[Stored items]
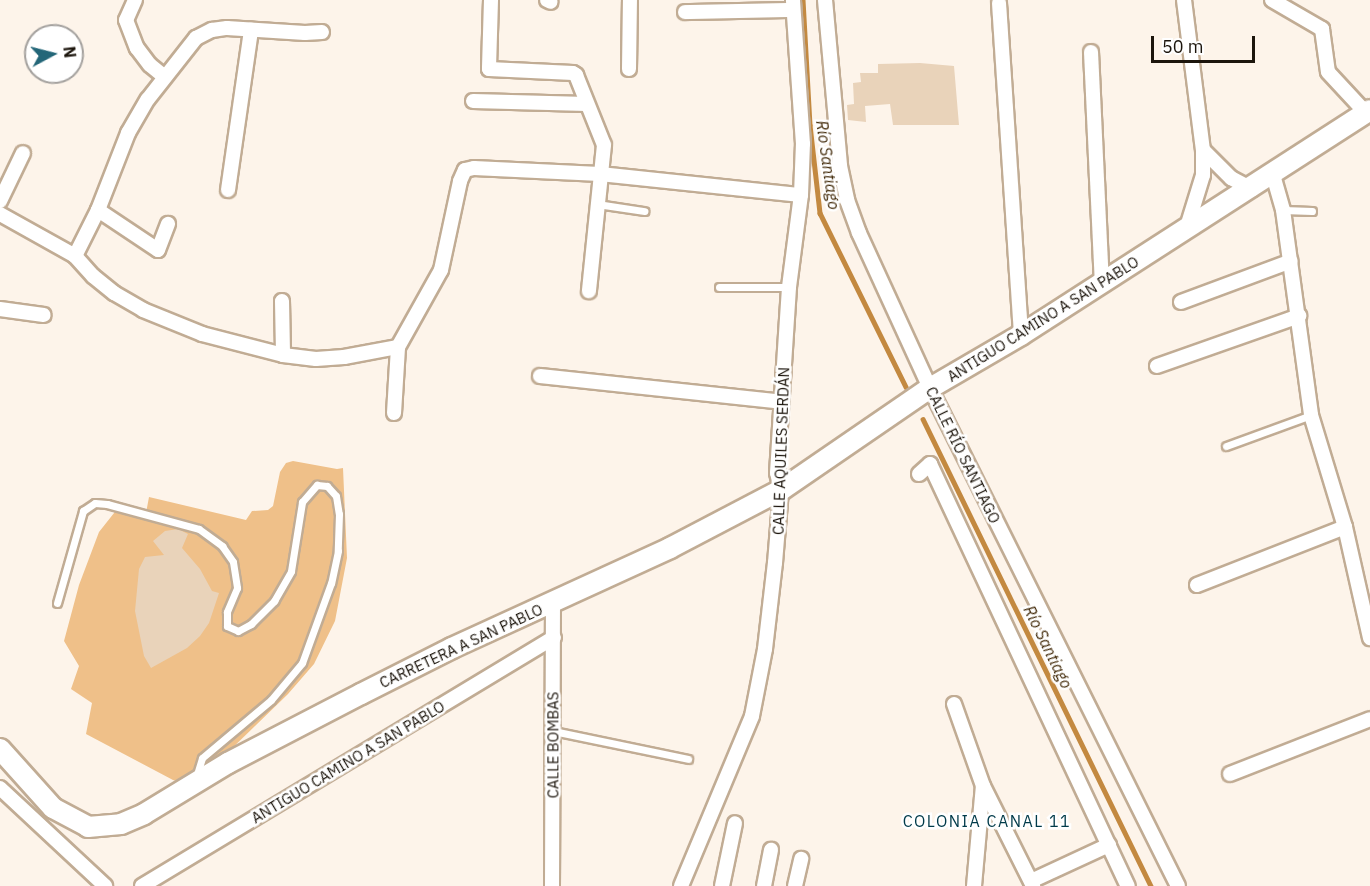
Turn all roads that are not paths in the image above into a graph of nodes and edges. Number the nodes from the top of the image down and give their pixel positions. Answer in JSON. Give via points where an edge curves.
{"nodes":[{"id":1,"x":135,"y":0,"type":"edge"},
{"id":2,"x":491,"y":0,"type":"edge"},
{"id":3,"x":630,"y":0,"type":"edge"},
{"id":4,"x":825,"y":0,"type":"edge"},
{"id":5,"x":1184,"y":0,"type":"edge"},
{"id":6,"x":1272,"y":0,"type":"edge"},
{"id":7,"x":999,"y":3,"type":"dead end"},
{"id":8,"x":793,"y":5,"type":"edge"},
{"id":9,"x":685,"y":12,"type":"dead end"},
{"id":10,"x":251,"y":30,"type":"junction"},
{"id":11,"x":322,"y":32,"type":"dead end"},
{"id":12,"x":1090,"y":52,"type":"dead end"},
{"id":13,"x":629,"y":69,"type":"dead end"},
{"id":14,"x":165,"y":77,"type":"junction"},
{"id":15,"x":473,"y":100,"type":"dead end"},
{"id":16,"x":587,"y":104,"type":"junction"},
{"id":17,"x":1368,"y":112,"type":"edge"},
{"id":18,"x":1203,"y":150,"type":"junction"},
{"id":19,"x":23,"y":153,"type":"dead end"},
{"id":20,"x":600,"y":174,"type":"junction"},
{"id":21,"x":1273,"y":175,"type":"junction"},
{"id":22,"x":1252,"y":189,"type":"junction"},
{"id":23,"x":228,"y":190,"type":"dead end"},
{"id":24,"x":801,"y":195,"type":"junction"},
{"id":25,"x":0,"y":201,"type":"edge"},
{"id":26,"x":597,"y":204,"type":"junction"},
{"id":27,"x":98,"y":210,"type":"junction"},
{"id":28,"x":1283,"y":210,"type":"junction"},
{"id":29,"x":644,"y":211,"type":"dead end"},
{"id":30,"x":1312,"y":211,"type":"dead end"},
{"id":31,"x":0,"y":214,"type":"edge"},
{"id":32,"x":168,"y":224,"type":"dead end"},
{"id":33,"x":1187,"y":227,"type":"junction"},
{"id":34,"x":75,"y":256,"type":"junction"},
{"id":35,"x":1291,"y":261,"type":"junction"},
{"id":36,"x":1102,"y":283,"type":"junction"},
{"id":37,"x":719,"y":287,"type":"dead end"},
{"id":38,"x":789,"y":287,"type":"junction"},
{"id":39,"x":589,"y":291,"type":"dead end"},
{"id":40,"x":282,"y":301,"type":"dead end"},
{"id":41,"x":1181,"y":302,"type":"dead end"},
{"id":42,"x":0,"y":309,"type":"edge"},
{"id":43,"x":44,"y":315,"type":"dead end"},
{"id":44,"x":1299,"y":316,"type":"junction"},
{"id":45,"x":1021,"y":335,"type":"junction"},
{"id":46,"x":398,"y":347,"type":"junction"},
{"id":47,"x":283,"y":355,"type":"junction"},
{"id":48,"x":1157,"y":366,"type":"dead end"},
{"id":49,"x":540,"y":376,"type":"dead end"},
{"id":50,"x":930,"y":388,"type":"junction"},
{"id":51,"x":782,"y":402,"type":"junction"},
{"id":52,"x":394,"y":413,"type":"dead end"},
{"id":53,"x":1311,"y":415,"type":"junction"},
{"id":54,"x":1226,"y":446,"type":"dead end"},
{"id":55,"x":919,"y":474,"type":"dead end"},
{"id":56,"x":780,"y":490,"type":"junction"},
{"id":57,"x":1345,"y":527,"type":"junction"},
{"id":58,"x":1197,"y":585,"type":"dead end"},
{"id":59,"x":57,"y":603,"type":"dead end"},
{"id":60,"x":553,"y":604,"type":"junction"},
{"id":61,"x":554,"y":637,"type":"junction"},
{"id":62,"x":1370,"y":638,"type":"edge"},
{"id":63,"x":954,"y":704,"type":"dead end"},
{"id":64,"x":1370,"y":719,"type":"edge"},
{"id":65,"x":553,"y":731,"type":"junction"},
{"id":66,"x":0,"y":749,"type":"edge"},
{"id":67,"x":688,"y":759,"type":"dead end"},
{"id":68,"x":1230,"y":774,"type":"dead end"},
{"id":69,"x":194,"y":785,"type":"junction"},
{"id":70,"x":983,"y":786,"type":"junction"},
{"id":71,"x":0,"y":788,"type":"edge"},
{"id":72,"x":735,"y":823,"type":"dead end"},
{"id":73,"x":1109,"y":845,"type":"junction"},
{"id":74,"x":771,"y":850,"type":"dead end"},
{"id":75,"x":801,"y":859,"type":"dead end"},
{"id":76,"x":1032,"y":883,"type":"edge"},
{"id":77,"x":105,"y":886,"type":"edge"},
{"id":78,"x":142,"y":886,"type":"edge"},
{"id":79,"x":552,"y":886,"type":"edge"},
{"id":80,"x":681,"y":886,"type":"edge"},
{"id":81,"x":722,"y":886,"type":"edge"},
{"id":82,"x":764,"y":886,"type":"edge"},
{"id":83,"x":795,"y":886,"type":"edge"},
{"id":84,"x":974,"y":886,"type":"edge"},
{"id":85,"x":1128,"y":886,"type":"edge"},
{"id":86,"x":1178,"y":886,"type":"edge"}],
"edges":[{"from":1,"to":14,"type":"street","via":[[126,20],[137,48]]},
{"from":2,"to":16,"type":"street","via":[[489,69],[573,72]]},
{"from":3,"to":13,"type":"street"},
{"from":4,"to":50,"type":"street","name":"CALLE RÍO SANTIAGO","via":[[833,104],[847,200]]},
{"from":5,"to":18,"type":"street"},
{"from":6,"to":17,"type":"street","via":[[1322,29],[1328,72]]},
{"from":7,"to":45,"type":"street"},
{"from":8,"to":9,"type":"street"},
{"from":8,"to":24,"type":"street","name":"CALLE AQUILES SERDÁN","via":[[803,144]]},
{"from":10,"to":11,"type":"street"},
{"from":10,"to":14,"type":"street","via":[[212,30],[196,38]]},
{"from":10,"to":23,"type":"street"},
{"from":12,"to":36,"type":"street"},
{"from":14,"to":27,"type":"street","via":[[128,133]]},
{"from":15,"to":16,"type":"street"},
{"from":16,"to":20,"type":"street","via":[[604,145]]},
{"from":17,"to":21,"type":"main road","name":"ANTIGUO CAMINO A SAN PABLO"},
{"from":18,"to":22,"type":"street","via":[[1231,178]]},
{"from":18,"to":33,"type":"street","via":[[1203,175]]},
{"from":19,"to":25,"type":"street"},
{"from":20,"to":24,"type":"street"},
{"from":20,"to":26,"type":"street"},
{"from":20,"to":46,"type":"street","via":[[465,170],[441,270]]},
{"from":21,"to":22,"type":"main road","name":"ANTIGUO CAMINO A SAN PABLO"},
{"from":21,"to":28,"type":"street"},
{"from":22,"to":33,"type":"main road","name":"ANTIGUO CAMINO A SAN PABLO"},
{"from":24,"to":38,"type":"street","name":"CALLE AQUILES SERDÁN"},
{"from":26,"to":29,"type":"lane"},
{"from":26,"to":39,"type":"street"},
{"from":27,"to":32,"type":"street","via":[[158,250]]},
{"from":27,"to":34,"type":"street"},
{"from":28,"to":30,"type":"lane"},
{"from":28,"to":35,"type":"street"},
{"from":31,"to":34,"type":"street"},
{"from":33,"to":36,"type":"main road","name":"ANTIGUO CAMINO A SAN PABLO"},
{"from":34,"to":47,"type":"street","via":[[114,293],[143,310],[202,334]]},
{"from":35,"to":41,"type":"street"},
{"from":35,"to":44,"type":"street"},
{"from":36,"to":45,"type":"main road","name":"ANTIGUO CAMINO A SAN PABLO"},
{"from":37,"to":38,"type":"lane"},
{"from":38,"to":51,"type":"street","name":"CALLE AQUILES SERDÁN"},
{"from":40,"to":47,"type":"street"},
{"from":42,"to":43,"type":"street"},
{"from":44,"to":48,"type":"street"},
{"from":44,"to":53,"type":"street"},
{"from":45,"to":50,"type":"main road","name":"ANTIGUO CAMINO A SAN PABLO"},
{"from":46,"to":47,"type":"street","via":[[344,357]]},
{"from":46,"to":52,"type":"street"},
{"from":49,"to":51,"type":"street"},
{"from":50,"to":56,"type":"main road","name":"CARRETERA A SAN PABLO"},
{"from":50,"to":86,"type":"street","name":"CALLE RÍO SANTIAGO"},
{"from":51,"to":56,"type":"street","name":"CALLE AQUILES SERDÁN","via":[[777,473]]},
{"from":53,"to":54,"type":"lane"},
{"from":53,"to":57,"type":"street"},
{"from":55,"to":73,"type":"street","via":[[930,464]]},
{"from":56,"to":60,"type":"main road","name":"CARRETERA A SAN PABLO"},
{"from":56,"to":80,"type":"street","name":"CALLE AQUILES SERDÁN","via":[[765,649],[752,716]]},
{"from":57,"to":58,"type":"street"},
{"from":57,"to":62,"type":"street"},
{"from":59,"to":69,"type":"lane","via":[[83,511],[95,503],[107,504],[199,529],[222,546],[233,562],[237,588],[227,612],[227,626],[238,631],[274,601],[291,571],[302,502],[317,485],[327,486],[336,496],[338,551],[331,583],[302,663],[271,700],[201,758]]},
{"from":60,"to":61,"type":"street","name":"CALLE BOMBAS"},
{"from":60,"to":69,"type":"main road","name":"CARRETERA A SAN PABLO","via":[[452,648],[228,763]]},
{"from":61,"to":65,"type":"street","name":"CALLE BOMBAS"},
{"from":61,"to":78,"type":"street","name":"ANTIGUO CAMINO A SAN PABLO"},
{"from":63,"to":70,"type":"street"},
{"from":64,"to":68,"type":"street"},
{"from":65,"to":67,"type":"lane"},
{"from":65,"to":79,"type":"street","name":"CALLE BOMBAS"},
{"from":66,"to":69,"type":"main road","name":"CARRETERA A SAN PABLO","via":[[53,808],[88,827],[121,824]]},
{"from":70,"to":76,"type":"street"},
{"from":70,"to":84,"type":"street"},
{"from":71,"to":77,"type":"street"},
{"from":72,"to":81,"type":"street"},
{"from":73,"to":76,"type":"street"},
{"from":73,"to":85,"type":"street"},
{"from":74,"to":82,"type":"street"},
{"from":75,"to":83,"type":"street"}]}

> **Task instructions**:
Once you have counted the lines above that contain "ANTIGUO", give that number alone.

> **Completed task**:
7